This week's Official UK Singles Chart

Well I don't know about your week but mine has been frantic. Several interviews about Crazy Frog later I'm all done talking about the damn thing [the whole planet seemed to want to talk to someone about the damn Crazy Frog phenomenon, my phone never rang so much as it did that week], but here it is sitting pretty at Number One for a second week. Still, the more records they sell the more Jamster (or Jamba to give them their correct company name) will stand a chance of making back some of the millions they have spent TV advertising the track - oh and of course the ring tone. One glance at their site is enough to tell you why they spend so much time pushing their own cute cast of characters. Their core business, of course, is selling ringtone versions of chart hits, whether in tone form or as mp3 samples. Every time they sell one of these at £3 a pop they have to pay a chunk in royalties to the original artists - hence the most profitable ringtones are the ones featuring characters and sounds they own themselves. If the whole Crazy Frog concept continues to depress you, consider this. For the second time this year, the Number One single in the UK has generated headlines and comment. Thanks to Tony Christie and Crazy Frog, all of a sudden it matters what is Number One and the singles chart is headline news once more. 12 months ago that would have been inconceivable. If that isn't enough for you there is another damn frog record on the way next week.

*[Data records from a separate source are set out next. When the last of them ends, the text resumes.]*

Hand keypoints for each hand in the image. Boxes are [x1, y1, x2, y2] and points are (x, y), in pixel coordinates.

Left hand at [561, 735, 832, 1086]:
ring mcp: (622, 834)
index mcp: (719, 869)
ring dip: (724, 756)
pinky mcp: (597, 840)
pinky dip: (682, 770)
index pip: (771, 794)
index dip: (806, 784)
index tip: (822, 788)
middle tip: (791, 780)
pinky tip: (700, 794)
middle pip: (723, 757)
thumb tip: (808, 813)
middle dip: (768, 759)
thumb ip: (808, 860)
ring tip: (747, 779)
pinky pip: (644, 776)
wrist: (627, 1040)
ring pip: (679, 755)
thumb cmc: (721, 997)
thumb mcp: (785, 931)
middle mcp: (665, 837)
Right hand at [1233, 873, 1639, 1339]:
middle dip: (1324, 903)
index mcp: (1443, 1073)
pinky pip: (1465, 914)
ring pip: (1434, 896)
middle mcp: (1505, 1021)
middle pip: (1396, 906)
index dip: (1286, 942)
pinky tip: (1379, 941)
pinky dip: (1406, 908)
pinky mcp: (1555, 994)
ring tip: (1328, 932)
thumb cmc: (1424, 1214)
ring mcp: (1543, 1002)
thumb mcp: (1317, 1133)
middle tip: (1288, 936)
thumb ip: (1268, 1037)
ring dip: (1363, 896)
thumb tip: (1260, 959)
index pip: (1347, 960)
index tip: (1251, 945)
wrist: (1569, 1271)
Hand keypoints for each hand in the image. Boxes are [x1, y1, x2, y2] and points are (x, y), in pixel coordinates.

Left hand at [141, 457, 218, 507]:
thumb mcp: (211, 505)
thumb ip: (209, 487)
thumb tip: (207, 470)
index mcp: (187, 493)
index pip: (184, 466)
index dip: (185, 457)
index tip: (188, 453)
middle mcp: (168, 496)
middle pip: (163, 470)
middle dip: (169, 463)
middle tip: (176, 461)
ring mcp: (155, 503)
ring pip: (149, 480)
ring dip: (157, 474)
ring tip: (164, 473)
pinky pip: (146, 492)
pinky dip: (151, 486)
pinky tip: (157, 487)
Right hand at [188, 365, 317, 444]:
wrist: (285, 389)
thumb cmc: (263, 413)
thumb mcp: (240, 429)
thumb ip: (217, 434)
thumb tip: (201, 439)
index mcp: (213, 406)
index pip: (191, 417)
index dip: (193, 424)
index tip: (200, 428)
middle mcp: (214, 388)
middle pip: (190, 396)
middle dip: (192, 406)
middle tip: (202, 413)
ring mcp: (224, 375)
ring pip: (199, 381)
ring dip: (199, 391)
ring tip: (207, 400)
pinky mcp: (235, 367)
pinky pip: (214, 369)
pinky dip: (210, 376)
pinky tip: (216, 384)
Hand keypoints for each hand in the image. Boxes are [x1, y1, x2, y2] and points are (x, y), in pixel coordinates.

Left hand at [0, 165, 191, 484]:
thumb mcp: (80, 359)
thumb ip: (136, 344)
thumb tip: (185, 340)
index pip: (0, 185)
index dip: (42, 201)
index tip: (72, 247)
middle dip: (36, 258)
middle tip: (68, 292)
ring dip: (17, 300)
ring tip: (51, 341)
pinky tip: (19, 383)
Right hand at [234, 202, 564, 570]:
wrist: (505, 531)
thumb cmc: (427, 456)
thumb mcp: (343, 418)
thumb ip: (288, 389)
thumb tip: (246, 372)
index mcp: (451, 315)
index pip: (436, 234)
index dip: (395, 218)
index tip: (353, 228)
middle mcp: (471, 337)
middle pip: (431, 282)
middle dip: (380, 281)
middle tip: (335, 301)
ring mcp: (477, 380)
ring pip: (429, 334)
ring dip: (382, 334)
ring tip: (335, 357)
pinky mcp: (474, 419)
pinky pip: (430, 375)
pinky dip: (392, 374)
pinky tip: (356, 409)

An absence of big new singles means a quick reversal for a few longer standing hits this week, Akon's Lonely rebounds 3-2 whilst the evergreen Gorillaz, album sales notwithstanding, march 5-3 to claim their highest chart placing for a fortnight.

This leaves the Foo Fighters to claim one of only two new entries inside the Top 10 this week. Dave Grohl's men prove that there is life in them yet with their first album in two and a half years on the way and the single Best Of You which arrives on the charts officially having been available as a download for a few weeks already. Number 4 is enough to give the band their biggest ever hit single. Since their debut almost exactly ten years ago they have only ever notched up two previous Top 10 singles, both of them hitting Number 5 peaks. Debut This Is A Call was first followed by All My Life which charted in October 2002 and heralded their last album. Past form would suggest that this will be as good as it gets as far as their singles performances are concerned, but don't be surprised to see a handful of Top 30 singles arrive on the charts over the next few months.

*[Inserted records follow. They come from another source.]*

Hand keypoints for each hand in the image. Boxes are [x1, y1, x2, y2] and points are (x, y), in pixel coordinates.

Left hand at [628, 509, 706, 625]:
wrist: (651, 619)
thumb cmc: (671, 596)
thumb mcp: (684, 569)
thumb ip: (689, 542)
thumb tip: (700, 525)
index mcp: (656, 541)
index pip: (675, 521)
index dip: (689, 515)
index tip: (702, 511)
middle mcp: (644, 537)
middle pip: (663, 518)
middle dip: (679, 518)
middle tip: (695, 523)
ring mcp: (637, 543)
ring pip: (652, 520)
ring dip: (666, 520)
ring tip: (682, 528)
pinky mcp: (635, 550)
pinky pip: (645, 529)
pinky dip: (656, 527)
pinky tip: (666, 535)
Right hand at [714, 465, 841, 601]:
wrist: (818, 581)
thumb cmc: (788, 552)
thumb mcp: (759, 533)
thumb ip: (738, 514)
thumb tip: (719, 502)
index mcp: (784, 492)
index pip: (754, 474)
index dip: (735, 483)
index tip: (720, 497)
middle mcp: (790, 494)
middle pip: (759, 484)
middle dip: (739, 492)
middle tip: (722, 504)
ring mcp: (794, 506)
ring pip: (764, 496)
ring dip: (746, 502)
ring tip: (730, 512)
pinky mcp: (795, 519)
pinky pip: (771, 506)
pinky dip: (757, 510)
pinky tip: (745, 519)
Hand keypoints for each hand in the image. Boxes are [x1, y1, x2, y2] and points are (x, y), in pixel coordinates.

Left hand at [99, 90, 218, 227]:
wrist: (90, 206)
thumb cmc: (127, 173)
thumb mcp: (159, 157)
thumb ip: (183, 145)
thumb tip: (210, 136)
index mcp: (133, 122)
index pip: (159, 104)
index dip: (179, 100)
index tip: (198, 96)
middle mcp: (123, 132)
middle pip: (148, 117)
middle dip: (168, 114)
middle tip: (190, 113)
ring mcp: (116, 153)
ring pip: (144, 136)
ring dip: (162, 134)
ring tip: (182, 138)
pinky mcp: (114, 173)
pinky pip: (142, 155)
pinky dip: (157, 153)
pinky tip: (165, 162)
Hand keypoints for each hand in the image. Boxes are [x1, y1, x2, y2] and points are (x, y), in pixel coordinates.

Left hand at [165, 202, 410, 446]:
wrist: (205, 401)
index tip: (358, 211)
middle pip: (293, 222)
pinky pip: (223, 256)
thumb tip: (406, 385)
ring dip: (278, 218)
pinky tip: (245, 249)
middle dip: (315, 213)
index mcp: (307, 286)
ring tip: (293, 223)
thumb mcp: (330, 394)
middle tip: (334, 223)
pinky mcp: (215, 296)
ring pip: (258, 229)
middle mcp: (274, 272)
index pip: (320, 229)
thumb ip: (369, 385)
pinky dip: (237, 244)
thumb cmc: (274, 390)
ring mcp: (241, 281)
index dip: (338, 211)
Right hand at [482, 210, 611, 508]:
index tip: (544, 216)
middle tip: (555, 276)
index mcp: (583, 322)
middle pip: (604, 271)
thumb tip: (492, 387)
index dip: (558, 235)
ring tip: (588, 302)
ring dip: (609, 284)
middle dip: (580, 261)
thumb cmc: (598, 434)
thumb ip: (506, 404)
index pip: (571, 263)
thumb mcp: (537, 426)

The second Top 10 new entry goes to an act who are just as "alternative" but who are also no strangers to the upper reaches of the charts. Jack and Meg's new White Stripes album Get Behind Me Satan spawns a lead single in the shape of Blue Orchid which efficiently gives them their second ever Top 10 hit single. Like the Foo Fighters, their best bet for big hits is a single released in advance of the album, their previous foray into the Top 10 coming in May 2003 when Elephant's first hit 7 Nation Army stormed to Number 7.

There is a very welcome new entry at Number 12 as the much talked-about James Blunt finally makes his Top 40 debut with new single You're Beautiful [once more strap in, we are going to be here a while with this one]. The British star had to go to America to make it but we are so glad that he did. With a voice that calls to mind a young Rod Stewart, his debut album Back To Bedlam somehow manages to merge easy listening with rock quite magically. First single Wisemen stalled at Number 44 when released in March but the haunting sounds of You're Beautiful give him a solid and serviceable hit single. Hopefully the first of many.

Next up at Number 15 are Funeral For A Friend. Their debut album Casually Dressed And In Deep Conversation spawned a trio of Top 20 hits in late 2003 and early 2004 and now they return with Streetcar, the first single from their forthcoming second album. At a stroke it gives them their biggest hit to date, their other hits all having peaked at either 19 or 20.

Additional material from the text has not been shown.